= Work request =
Could you restate every entry word for word, leaving the pictures out?

= Exercise input =
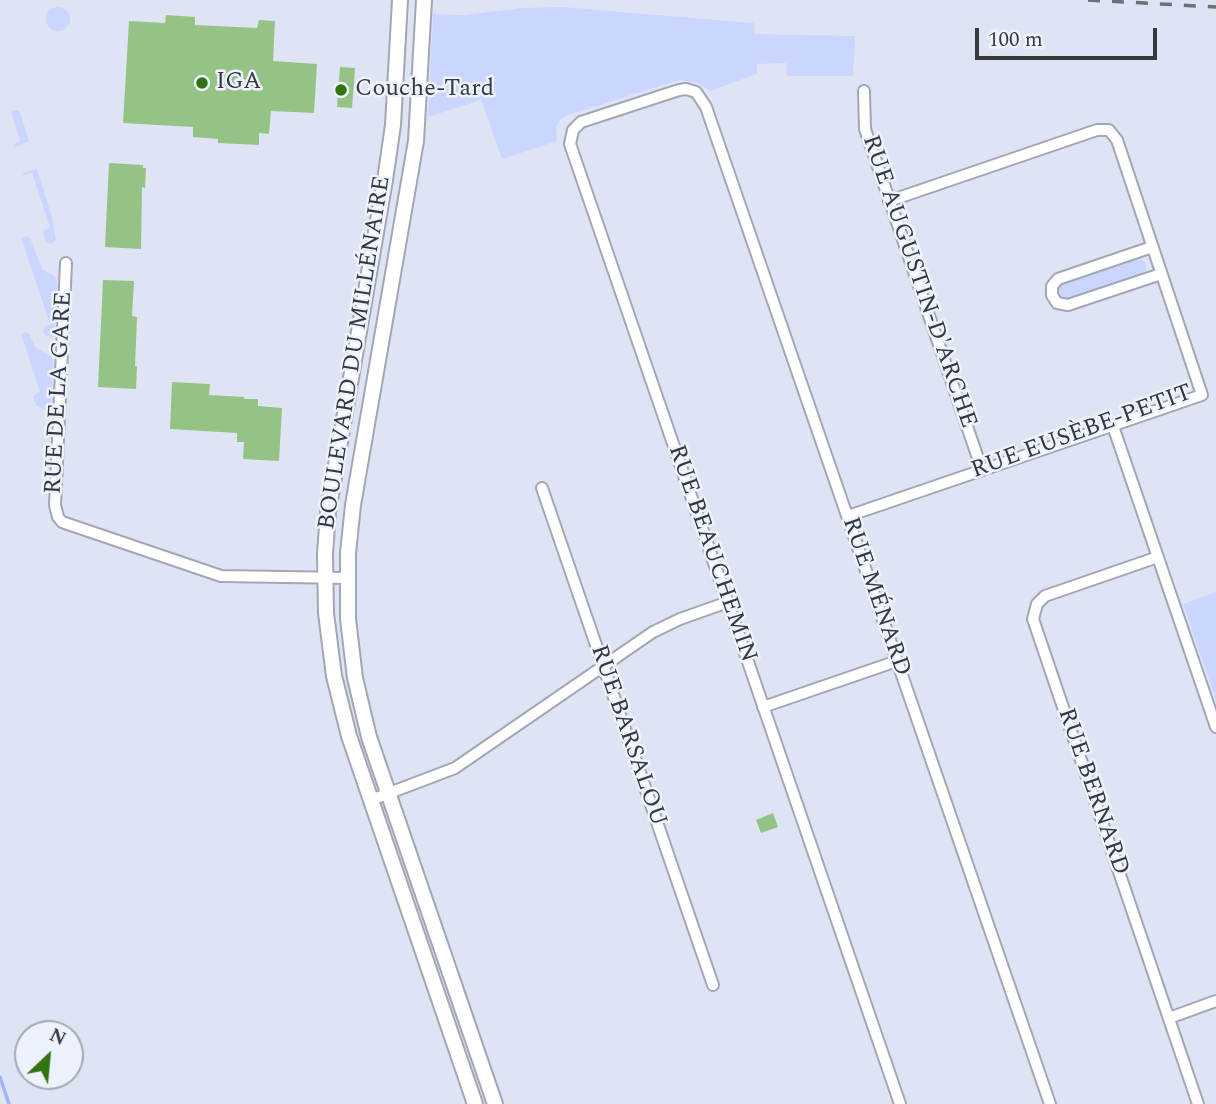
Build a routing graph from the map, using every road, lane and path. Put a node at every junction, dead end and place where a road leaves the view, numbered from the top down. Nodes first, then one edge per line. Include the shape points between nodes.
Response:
1 (400, 0) edge
2 (424, 0) edge
3 (696, 92) joint
4 (864, 92) dead end
5 (889, 201) junction
6 (1152, 247) junction
7 (66, 262) dead end
8 (1161, 274) junction
9 (1113, 426) junction
10 (982, 470) junction
11 (542, 488) dead end
12 (848, 516) junction
13 (1158, 557) junction
14 (325, 577) junction
15 (347, 578) junction
16 (728, 603) junction
17 (897, 661) junction
18 (603, 666) junction
19 (763, 707) junction
20 (1216, 727) edge
21 (388, 794) junction
22 (371, 800) junction
23 (713, 985) dead end
24 (1216, 1001) edge
25 (1169, 1018) junction
26 (475, 1104) edge
27 (495, 1104) edge
28 (900, 1104) edge
29 (1051, 1104) edge
30 (1198, 1104) edge

1 - 14 street, BOULEVARD DU MILLÉNAIRE via 390,146 333,474
2 - 15 street, BOULEVARD DU MILLÉNAIRE via 413,160 353,505
3 - 12 street, RUE MÉNARD via 704,100
3 - 16 street, RUE BEAUCHEMIN via 679,90 583,121 569,140
4 - 5 street, RUE AUGUSTIN-D'ARCHE via 865,129
5 - 6 street, RUE EUSÈBE-PETIT via 1106,129 1117,140
5 - 10 street, RUE AUGUSTIN-D'ARCHE
6 - 8 street, RUE EUSÈBE-PETIT
6 - 8 street via 1058,279 1052,295 1059,304 1068,305
7 - 14 street, RUE DE LA GARE via 58,517 68,525 221,576
8 - 9 street, RUE EUSÈBE-PETIT via 1202,395
9 - 10 street, RUE EUSÈBE-PETIT
9 - 13 street
10 - 12 street, RUE EUSÈBE-PETIT
11 - 18 street, RUE BARSALOU
12 - 17 street, RUE MÉNARD
13 - 20 street
13 - 25 street, RUE BERNARD via 1045,596 1033,615
14 - 15 street, RUE DE LA GARE
14 - 22 street, BOULEVARD DU MILLÉNAIRE via 334,676
15 - 21 street, BOULEVARD DU MILLÉNAIRE via 357,687
16 - 18 street via 668,624
16 - 19 street, RUE BEAUCHEMIN
17 - 19 street
17 - 29 street, RUE MÉNARD
18 - 21 street via 455,768
18 - 23 street, RUE BARSALOU
19 - 28 street, RUE BEAUCHEMIN
21 - 22 street
21 - 27 street, BOULEVARD DU MILLÉNAIRE
22 - 26 street, BOULEVARD DU MILLÉNAIRE
24 - 25 street
25 - 30 street, RUE BERNARD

= Answer box =
Build a routing graph from the map, using every road, lane and path. Put a node at every junction, dead end and place where a road leaves the view, numbered from the top down. Nodes first, then one edge per line. Include the shape points between nodes.
Response:
1 (400, 0) edge
2 (424, 0) edge
3 (696, 92) joint
4 (864, 92) dead end
5 (889, 201) junction
6 (1152, 247) junction
7 (66, 262) dead end
8 (1161, 274) junction
9 (1113, 426) junction
10 (982, 470) junction
11 (542, 488) dead end
12 (848, 516) junction
13 (1158, 557) junction
14 (325, 577) junction
15 (347, 578) junction
16 (728, 603) junction
17 (897, 661) junction
18 (603, 666) junction
19 (763, 707) junction
20 (1216, 727) edge
21 (388, 794) junction
22 (371, 800) junction
23 (713, 985) dead end
24 (1216, 1001) edge
25 (1169, 1018) junction
26 (475, 1104) edge
27 (495, 1104) edge
28 (900, 1104) edge
29 (1051, 1104) edge
30 (1198, 1104) edge

1 - 14 street, BOULEVARD DU MILLÉNAIRE via 390,146 333,474
2 - 15 street, BOULEVARD DU MILLÉNAIRE via 413,160 353,505
3 - 12 street, RUE MÉNARD via 704,100
3 - 16 street, RUE BEAUCHEMIN via 679,90 583,121 569,140
4 - 5 street, RUE AUGUSTIN-D'ARCHE via 865,129
5 - 6 street, RUE EUSÈBE-PETIT via 1106,129 1117,140
5 - 10 street, RUE AUGUSTIN-D'ARCHE
6 - 8 street, RUE EUSÈBE-PETIT
6 - 8 street via 1058,279 1052,295 1059,304 1068,305
7 - 14 street, RUE DE LA GARE via 58,517 68,525 221,576
8 - 9 street, RUE EUSÈBE-PETIT via 1202,395
9 - 10 street, RUE EUSÈBE-PETIT
9 - 13 street
10 - 12 street, RUE EUSÈBE-PETIT
11 - 18 street, RUE BARSALOU
12 - 17 street, RUE MÉNARD
13 - 20 street
13 - 25 street, RUE BERNARD via 1045,596 1033,615
14 - 15 street, RUE DE LA GARE
14 - 22 street, BOULEVARD DU MILLÉNAIRE via 334,676
15 - 21 street, BOULEVARD DU MILLÉNAIRE via 357,687
16 - 18 street via 668,624
16 - 19 street, RUE BEAUCHEMIN
17 - 19 street
17 - 29 street, RUE MÉNARD
18 - 21 street via 455,768
18 - 23 street, RUE BARSALOU
19 - 28 street, RUE BEAUCHEMIN
21 - 22 street
21 - 27 street, BOULEVARD DU MILLÉNAIRE
22 - 26 street, BOULEVARD DU MILLÉNAIRE
24 - 25 street
25 - 30 street, RUE BERNARD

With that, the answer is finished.